日光二荒山神社の別宮、奥地にある「瀧尾神社」(たきのおじんじゃ)は、壮絶な神気の宿る聖地でした。
日光東照宮、二荒山神社本社の裏手を、その道が合っているのか不安になるくらい深く進んでいくと、その神社はあります。
実際は車で行けばそう遠くもなく、歩いてだと30分くらいの道のりなのですが、道は狭く山は深みを増しています。
今ご紹介の写真は、瀧尾神社の手前にある「瀬尾高徳水神社」という社。
水の女神「罔象女神」(みずはのめのかみ)を祀ります。
神使は可愛いカメとカエル。
辺り一帯は深い水の底にいるような、重くしっとりとした気に包まれています。
瀧尾神社に向かいます。
参道はさらに山奥へ石段となって続いています。
階段を昇り終えると開けた場所がありました。
立て札には「別所跡」とあります。
ここは東照宮が出来る以前の、日光参詣の中心地だったそうです。
こんな山奥が、と思ってしまいますが、永正6年(1509年)に日光へ来た連歌師「宗長」は彼の紀行文「東路のつと」で、
「ここより谷々を見おろせば、院々僧坊およそ五百坊にもあまりぬらん。」
と記しており、当時の隆盛を物語っています。
またそこには、弘法大師が神霊の降下を祈願したところ、美しい女神が現れたという「影向石」(ようごうせき)がありました。

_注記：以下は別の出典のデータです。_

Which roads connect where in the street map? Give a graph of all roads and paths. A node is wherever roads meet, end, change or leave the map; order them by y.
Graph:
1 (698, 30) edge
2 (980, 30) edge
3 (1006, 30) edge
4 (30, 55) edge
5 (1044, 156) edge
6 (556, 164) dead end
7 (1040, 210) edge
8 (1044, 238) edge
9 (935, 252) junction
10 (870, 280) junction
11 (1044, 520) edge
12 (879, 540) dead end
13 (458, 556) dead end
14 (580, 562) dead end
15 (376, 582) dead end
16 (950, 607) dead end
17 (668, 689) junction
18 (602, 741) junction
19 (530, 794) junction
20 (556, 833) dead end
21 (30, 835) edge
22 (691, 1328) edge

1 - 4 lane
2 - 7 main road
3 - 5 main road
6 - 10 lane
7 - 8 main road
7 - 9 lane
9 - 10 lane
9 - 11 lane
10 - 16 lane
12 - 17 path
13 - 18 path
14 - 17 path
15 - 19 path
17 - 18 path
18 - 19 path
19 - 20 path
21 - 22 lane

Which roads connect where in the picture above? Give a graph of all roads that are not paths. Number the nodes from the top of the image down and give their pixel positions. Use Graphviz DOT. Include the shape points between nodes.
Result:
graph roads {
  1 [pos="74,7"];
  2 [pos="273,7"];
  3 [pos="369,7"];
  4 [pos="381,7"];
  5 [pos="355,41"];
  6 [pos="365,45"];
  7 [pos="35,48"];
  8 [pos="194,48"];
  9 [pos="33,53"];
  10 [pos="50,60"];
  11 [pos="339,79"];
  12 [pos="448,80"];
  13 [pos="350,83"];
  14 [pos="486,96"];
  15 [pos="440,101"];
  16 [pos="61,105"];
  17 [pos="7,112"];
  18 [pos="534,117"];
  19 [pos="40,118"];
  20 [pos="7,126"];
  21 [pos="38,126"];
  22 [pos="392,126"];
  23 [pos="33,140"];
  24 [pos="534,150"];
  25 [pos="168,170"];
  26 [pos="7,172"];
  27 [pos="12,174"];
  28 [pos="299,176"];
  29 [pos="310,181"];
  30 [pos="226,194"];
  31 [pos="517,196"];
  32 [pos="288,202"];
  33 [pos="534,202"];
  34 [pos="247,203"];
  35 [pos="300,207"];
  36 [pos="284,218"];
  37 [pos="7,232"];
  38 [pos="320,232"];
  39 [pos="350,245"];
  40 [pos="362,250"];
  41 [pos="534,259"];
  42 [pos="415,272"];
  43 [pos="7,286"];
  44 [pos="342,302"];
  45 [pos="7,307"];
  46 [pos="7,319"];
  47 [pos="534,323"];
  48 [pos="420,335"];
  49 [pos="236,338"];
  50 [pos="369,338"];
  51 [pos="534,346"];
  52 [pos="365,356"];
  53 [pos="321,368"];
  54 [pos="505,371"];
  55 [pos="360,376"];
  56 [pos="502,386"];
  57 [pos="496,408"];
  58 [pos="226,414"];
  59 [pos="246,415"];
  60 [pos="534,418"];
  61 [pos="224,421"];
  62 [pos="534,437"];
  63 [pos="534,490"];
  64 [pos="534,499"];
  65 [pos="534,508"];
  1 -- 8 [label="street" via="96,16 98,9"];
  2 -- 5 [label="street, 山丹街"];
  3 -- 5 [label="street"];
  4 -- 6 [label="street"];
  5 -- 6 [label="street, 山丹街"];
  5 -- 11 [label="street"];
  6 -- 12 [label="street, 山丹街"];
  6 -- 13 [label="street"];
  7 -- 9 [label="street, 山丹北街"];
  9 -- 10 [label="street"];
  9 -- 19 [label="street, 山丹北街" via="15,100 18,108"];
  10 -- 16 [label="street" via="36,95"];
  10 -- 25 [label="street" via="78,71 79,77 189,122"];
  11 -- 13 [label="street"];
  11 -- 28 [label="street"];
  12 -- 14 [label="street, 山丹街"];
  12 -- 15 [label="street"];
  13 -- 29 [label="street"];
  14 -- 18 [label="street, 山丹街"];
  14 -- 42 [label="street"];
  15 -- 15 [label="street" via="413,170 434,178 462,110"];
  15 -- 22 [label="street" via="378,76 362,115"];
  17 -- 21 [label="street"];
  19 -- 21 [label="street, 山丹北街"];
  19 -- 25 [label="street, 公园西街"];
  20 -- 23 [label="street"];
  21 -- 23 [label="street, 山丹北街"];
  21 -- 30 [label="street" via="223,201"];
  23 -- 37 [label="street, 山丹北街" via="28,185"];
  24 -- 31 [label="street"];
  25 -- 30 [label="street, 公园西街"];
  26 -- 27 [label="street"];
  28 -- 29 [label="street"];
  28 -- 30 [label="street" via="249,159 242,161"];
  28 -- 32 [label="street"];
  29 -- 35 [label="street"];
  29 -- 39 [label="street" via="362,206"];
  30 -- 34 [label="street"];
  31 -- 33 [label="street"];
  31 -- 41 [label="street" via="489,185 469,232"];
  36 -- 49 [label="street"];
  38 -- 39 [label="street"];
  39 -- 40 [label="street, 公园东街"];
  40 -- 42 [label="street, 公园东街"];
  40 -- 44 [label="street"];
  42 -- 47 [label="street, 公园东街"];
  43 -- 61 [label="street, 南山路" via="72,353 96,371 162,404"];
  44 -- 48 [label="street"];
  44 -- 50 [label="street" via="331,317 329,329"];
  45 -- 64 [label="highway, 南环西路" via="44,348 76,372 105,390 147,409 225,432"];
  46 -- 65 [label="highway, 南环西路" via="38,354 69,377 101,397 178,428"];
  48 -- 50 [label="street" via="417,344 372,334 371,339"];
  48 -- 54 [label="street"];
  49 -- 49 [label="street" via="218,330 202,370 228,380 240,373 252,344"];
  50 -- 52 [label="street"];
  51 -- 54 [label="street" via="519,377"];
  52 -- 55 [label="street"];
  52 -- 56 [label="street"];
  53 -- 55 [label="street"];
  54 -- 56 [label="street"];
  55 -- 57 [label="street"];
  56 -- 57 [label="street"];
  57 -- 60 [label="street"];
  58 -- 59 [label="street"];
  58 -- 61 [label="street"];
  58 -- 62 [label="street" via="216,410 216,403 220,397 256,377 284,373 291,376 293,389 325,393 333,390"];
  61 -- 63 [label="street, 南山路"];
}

さて、石の鳥居が現れ、ただならぬ気配に覆われてきました。
徳川3代目将軍家光の懐刀であり忠臣でもあった「日光山守護・梶定良」(かじさだよし)によって、元禄2年(1689年)に奉納されたと云う鳥居。
この鳥居は「運試しの鳥居」と呼ばれ、小石を3つ投げて、真ん中の丸い穴を通ると運が良いと云われています。
穴を通った数が多いほど幸運なのだそうですが、もちろんノーコンの僕に幸運が訪れることはありません。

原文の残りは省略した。